The answer should match the entries below word for word, minus their pictures.

Landmark coordinate records:
-------

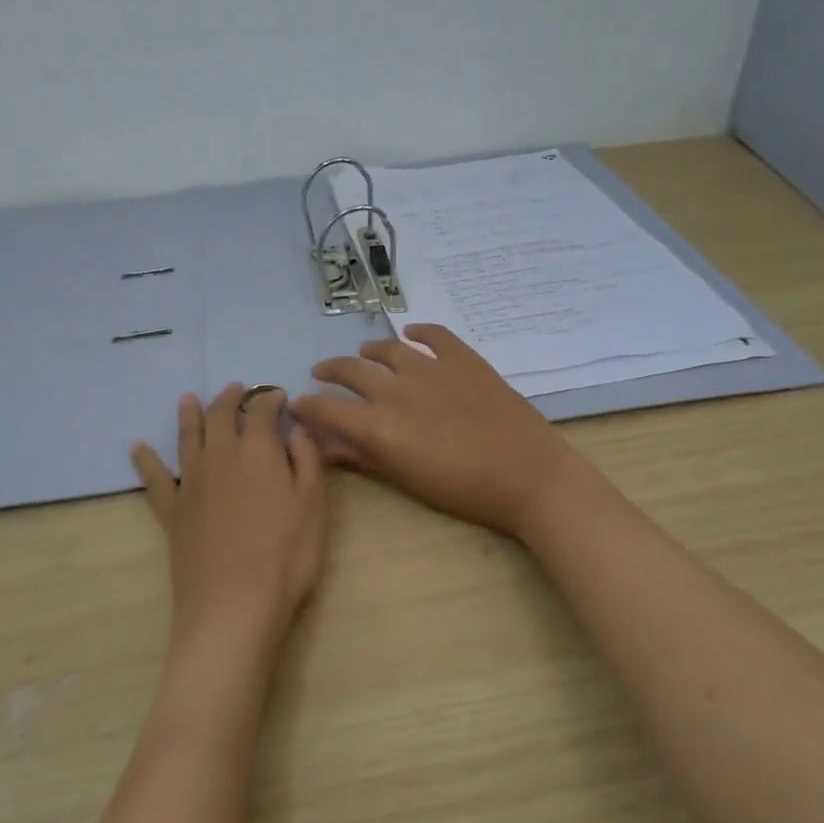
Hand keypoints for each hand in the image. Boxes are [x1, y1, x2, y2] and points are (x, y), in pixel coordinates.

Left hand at [131, 385, 326, 648]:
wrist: (233, 605)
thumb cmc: (286, 556)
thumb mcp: (314, 506)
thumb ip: (308, 461)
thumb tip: (297, 429)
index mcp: (258, 450)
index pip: (262, 411)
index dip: (270, 400)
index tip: (279, 397)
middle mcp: (220, 456)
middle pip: (220, 415)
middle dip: (230, 398)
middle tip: (236, 389)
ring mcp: (191, 482)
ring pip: (187, 437)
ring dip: (189, 414)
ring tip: (188, 399)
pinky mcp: (171, 511)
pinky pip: (154, 478)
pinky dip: (145, 460)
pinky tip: (137, 448)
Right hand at [289, 325, 576, 540]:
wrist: (527, 474)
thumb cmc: (463, 490)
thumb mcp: (406, 479)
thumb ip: (363, 457)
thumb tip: (326, 444)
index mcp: (378, 425)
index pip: (327, 409)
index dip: (306, 406)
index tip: (296, 404)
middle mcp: (396, 389)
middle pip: (350, 371)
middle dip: (329, 371)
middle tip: (322, 374)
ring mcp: (431, 368)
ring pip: (387, 350)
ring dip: (369, 352)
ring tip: (363, 354)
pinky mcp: (463, 358)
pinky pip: (434, 335)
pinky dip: (419, 332)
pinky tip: (412, 333)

-------

**Your solution**
Hand keypoints for each hand in the image. Boxes are [x1, y1, x2, y2] and points are (x, y), in pixel coordinates.

Left hand at [131, 385, 326, 648]:
wrist: (233, 605)
thumb cmc: (286, 556)
thumb mcp: (314, 506)
thumb ip: (308, 461)
thumb tip: (297, 429)
index mcp: (258, 450)
index pip: (262, 411)
index dip: (270, 400)
index tip: (279, 397)
middle mcp: (220, 456)
middle pip: (220, 415)
middle dip: (230, 398)
middle tip: (236, 389)
ring mcp: (191, 482)
ring pip: (187, 437)
ring dip: (189, 414)
ring tip: (188, 399)
pinky mcp: (171, 511)
pinky pip: (154, 478)
pinky dip: (145, 460)
pinky tip: (137, 448)
Right hand at [289, 325, 576, 540]:
wrist: (527, 474)
thumb cmc: (463, 490)
thumb mcp: (406, 479)
thumb ip: (363, 457)
thumb tip: (326, 444)
index mcp: (378, 425)
index pip: (327, 409)
index dip: (306, 406)
index tip: (296, 404)
middle mcp: (396, 389)
middle pip: (350, 371)
middle dip: (329, 371)
middle tip: (322, 374)
ring mcp: (431, 368)
ring pip: (387, 350)
ring dip: (369, 352)
ring tip: (363, 354)
pinky mcp: (463, 358)
pinky pip: (434, 335)
pinky dip: (419, 332)
pinky tip: (412, 333)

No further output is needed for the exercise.